More technically, the result is defined by the Java Language Specification #15.18.2:
If an integer addition overflows, then the result is the low-order bits of the mathematical sum as represented in some sufficiently large two's-complement format. If overflow occurs, then the sign of the result is not the same as the sign of the mathematical sum of the two operand values.
Basically, because Integer.MAX_VALUE is actually only 2147483647, so -Integer.MIN_VALUE, which would be +2147483648, actually overflows the capacity of the internal binary representation of integers.
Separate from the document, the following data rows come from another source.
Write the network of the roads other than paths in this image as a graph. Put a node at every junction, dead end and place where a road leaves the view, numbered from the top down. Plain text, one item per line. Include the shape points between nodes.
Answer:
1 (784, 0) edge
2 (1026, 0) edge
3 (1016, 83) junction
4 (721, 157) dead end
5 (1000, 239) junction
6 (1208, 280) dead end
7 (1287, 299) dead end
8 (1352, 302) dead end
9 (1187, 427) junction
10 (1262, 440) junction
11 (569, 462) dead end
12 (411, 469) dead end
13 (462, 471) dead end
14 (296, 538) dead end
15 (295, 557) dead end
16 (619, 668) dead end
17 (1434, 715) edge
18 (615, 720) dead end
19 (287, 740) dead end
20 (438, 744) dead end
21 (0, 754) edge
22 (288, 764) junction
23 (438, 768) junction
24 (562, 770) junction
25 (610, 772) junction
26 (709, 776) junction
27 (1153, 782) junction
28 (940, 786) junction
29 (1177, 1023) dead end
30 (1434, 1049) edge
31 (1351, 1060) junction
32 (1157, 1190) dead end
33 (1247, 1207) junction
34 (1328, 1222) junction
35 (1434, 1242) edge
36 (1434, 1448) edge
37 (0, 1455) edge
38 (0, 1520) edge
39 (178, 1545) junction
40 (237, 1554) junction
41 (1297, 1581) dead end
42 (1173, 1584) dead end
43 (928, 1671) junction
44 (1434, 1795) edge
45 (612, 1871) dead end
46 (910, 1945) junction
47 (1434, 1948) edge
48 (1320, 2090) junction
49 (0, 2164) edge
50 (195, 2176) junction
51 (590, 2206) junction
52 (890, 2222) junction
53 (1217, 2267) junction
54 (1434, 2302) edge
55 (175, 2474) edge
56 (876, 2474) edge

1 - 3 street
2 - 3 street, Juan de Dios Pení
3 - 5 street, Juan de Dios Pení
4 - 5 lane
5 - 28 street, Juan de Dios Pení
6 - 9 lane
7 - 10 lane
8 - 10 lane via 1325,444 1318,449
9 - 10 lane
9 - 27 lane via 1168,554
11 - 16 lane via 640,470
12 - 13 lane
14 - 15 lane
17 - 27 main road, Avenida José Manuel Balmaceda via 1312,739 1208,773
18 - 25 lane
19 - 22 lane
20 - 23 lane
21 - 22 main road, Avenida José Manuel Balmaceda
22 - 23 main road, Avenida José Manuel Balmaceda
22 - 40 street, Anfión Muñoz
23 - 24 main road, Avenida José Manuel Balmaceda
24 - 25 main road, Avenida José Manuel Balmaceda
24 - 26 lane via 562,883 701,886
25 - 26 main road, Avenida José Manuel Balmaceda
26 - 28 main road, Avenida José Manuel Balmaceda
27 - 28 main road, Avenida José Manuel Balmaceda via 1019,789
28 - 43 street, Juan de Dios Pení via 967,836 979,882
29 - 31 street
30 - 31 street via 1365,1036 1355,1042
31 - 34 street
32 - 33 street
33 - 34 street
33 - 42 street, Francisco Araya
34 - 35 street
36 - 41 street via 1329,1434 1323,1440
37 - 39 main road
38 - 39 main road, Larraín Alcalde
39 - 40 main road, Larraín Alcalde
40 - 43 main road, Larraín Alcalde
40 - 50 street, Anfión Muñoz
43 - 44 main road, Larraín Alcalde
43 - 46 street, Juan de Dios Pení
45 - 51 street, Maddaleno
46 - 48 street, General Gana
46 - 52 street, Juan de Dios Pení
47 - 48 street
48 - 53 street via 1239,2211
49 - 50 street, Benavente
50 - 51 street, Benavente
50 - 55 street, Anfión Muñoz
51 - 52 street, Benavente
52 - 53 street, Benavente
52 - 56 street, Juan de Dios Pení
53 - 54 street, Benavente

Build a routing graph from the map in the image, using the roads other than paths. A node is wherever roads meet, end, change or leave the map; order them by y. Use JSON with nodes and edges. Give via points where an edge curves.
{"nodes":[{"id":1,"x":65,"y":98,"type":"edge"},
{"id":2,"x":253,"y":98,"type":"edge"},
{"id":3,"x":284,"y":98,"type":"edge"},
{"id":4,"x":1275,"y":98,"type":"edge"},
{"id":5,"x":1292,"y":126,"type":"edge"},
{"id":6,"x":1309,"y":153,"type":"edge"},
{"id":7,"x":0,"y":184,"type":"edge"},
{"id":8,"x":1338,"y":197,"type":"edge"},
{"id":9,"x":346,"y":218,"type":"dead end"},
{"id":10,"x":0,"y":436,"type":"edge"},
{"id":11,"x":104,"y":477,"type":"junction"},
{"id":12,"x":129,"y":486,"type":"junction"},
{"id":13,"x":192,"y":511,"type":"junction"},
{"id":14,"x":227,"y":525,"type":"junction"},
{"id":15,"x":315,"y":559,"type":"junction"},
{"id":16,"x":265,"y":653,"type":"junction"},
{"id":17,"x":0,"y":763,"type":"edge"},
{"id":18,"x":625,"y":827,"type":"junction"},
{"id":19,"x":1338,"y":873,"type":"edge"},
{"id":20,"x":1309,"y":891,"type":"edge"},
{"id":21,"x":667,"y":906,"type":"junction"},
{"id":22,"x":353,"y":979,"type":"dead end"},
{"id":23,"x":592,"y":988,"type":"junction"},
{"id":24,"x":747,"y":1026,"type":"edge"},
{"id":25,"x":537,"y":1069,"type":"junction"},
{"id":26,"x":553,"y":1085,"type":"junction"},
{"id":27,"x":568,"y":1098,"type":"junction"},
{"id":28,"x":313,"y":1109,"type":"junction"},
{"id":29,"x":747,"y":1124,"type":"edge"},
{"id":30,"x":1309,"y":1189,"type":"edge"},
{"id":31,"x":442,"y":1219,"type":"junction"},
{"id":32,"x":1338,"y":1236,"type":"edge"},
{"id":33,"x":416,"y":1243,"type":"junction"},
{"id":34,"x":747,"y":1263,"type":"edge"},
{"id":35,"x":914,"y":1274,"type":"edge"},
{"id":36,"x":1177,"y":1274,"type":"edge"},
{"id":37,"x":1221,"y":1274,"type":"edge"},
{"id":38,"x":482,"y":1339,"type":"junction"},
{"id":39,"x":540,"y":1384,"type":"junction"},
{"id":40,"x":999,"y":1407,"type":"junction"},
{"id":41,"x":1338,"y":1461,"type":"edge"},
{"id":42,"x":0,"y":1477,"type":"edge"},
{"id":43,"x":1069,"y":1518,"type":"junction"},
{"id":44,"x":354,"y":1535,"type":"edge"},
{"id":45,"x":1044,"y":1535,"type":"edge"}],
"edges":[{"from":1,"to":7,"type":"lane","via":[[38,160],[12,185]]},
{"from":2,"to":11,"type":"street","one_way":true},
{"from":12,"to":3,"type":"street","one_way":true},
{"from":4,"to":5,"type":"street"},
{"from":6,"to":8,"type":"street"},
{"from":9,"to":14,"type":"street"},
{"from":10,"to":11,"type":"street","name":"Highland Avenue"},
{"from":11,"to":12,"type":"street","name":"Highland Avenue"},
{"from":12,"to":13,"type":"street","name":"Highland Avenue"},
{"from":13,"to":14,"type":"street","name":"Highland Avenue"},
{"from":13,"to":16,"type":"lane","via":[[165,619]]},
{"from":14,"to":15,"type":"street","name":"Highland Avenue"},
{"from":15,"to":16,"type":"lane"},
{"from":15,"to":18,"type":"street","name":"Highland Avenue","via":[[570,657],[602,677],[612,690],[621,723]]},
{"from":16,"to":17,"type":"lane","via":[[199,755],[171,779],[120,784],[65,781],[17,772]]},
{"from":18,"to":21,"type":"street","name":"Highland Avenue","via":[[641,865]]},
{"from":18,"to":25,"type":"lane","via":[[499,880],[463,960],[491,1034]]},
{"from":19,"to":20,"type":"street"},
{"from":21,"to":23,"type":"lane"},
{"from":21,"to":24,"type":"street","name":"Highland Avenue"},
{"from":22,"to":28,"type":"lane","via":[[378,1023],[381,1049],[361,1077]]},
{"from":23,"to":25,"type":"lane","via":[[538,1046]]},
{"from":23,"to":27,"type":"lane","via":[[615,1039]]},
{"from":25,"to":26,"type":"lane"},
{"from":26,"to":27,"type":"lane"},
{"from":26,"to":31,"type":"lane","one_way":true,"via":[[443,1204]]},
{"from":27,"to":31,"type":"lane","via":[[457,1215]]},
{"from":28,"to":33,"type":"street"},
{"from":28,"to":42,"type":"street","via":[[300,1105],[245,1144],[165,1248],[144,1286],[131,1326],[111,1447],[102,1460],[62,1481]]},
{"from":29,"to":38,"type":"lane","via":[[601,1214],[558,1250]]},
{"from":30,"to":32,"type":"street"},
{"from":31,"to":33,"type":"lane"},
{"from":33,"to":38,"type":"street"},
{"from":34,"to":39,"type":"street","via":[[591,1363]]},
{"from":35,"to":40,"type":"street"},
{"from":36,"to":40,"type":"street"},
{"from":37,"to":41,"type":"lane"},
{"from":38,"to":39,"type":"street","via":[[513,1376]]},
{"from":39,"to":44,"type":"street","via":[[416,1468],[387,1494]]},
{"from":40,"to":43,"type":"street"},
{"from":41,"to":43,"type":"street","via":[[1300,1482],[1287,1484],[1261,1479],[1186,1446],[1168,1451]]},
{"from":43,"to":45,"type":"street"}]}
Thus, the result "loops around" back to Integer.MIN_VALUE, or -2147483648.
If you did long b = -((long)a); instead, you would get the expected result.
To show this even more clearly:
Integer.MIN_VALUE is -2^31 = -2147483648
Integer.MAX_VALUE is 2^31-1 = 2147483647
/*notice this is 1 less than the negative value above*/
Integer.MAX_VALUE can not take 2147483648. This is too large number for Integer by exactly 1. This causes the number to go back on the scale from max value back to starting poing which is the min value.
A fixed number of binary bits can encode an even number of things. That means that you can't have a sequence that's exactly centered on zero, since that would require an is number of things to be symmetrical. The closest thing you can get to having zero in the middle of the sentence is to split it as either negative and non-negative, or positive and non-positive. Normal twos complement encoding does the former. So 32 bits span the range from -2^31 to 2^31-1. Zero is in the non-negative half of the sequence, and you have one negative number that can not be properly negated.
Java ints are stored in a 32-bit two's compliment form. Similar results applies for all two's compliment representations. The anomalous behavior is due to the extra negative integer which is an artifat of two's compliment.
-2147483748 has a leadbitwise representation of
10000000 00000000 00000000 00000000
and the negative of a number is achieved by flipping all the bits and adding one to it. The largest positive int will have a bitwise representation of
01111111 11111111 11111111 11111111
which is 2147483647. We then add one more, so bitwise, we have
10000000 00000000 00000000 00000000 == -2147483648
This extra integer is an artifact of the two's compliment representation and operations with this number can have undesirable consequences. -2147483748 is indeed unique among the ints!